What the task asks: For each line below that includes the word "marjan", make a copy.

[Collected data]
-- Opening Marker --

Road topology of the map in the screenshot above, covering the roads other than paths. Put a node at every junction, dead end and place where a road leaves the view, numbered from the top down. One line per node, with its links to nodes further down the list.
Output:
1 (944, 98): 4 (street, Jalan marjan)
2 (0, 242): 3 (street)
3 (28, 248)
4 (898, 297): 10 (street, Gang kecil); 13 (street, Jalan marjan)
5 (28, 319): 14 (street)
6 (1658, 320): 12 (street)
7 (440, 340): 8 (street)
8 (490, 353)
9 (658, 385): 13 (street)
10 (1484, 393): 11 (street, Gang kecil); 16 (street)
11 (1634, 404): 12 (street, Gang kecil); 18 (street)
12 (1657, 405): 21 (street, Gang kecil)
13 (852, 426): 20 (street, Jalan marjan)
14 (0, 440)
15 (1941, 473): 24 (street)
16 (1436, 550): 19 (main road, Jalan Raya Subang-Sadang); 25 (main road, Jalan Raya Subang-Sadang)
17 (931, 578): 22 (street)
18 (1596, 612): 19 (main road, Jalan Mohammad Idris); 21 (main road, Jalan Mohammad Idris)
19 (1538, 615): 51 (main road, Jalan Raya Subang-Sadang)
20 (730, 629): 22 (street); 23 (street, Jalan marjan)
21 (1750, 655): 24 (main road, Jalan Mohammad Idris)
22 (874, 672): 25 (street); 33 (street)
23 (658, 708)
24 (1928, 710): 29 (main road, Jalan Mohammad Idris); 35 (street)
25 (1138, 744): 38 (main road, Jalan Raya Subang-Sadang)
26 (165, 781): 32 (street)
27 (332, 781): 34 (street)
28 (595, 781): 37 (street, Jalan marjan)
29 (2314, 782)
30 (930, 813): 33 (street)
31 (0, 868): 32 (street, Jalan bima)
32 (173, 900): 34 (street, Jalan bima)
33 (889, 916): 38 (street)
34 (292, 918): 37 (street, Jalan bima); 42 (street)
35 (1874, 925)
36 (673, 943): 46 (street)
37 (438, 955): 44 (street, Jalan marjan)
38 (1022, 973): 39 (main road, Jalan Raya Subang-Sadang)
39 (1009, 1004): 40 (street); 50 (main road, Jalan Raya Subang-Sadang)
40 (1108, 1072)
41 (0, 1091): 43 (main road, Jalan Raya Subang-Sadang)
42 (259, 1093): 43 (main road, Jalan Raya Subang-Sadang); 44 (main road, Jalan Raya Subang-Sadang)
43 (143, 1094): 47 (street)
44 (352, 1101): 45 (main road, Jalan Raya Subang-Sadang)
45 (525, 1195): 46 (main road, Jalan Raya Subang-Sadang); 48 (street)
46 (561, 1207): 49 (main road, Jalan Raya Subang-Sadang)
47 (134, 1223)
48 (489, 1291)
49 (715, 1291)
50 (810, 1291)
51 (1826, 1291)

-- Closing Marker --

Exercise solution:
1 (944, 98): 4 (street, Jalan marjan)
4 (898, 297): 10 (street, Gang kecil); 13 (street, Jalan marjan)
13 (852, 426): 20 (street, Jalan marjan)
20 (730, 629): 22 (street); 23 (street, Jalan marjan)
28 (595, 781): 37 (street, Jalan marjan)
37 (438, 955): 44 (street, Jalan marjan)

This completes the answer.